U.S. patent number 4,892,619 [Application Number 07/177,472] was granted by the patent office on 1990-01-09 for method of production of fiber containing pulp with different raw materials.
This patent grant is currently assigned to Kamyr AB. Invention is credited to Goran Tistad.
United States Patent |
4,892,619 |
Tistad |
January 9, 1990 |
Method of production of fiber containing pulp with different raw
materials
Abstract
In continuous pulping processes for cellulosic fiberous material
pulp, a changeover from deciduous wood raw material to coniferous
wood raw material without interruption of the production process,
and with a minimum waste of pulp, is provided. The pulp mixture
during changeover, having a consistency of about 8-15% is fed to a
screen in which the pulp is separated into two pulp fractions
depending upon fiber length. A fiber length analyzer is placed in
the pulp stream between a treatment or storage vessel and the
screen, and controls the rejects line from the screen to determine
the amount of pulp passing out the screen rejects conduit. The
screen may be directly in a production line from a continuous
digester, refiner, or like device for producing the pulp, or it may
be connected to a storage vessel to which pulp from a digester or
the like has been fed.
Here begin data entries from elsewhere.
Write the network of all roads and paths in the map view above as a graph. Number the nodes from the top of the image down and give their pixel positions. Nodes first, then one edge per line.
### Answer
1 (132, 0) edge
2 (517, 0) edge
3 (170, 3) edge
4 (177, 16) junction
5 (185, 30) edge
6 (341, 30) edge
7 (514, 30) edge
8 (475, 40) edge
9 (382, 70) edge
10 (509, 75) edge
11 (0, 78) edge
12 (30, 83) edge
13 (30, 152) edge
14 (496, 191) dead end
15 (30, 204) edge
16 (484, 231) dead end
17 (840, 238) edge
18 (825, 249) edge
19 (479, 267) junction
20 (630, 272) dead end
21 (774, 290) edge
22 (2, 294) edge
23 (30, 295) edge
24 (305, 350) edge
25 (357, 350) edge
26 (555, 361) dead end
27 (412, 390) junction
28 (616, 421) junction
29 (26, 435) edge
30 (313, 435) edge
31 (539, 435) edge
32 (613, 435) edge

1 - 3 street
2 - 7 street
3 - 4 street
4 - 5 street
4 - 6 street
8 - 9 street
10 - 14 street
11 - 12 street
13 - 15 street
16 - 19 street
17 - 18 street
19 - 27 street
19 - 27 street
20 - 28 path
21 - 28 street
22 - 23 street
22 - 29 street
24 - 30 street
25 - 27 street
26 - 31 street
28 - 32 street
The accepts conduit from the screen is
connected to a first vessel while the rejects conduit is connected
to a second vessel, with valves allowing for by-pass of the screen
in feeding the pulp directly into either the first or second vessel
when only a single type of pulp is being produced.
Inventors: |
Tistad; Goran (Karlstad,
SE) |
Assignee: |
Kamyr AB (Karlstad,
SE)
|
Family
ID: |
20368106 |
Appl.
No.: |
07/177,472 |
Filed: |
April 1, 1988 |
Foreign Application Priority Data
|
|
|
|
|
Apr 6, 1987 [SE] |
|
|
87014239 |
|
Current U.S.
Class: |
162/49; 162/141;
162/149; 162/55 |
Current CPC
Class: |
D21D
5/02 (20130101) |
Current International
Class: |
D21D
5/02 (20060101); D21D 5/00 (20060101); D21F
007/06 () |
Field of
Search: |
;162/19,17,82,55,141,142,149,49 |
References Cited
[Referenced By]
U.S. Patent Documents
Foreign Patent Documents
Primary Examiner: Chin; Peter
Assistant Examiner: Dang; Thi
Attorney, Agent or Firm: Nixon & Vanderhye
Claims
What is claimed is:
1. A method of continuously producing cellulosic fibrous material
pulp during changeover of a pulp production process from a first
raw material for continuously producing a first pulp having a first
property, to a second raw material for continuously producing a
second pulp having a second property different from the first
property, so as to minimize waste of the pulp while maintaining the
integrity of the final pulp produced, comprising the steps of
continuously:
(a) feeding the continuously produced first pulp to a first
location for storage or treatment thereof;
(b) after changeover to the second raw material, feeding the pulp
mixture produced during changeover from the first to the second raw
material, which pulp mixture has pulp with both said first and
second properties, to a screening station;
(c) at the screening station separating the pulp mixture into
separate pulp fractions according to the different first and second
properties of the pulps making up the pulp mixture;
(d) feeding the separated pulp fractions, one fraction comprising
substantially all first pulp and the other fraction substantially
all second pulp, to different locations for storage or treatment of
the first and second pulps; and
(e) once the pulp mixture contains substantially all second pulp,
terminating steps (b) and (c) and feeding the second pulp to a
second location for storage or treatment thereof.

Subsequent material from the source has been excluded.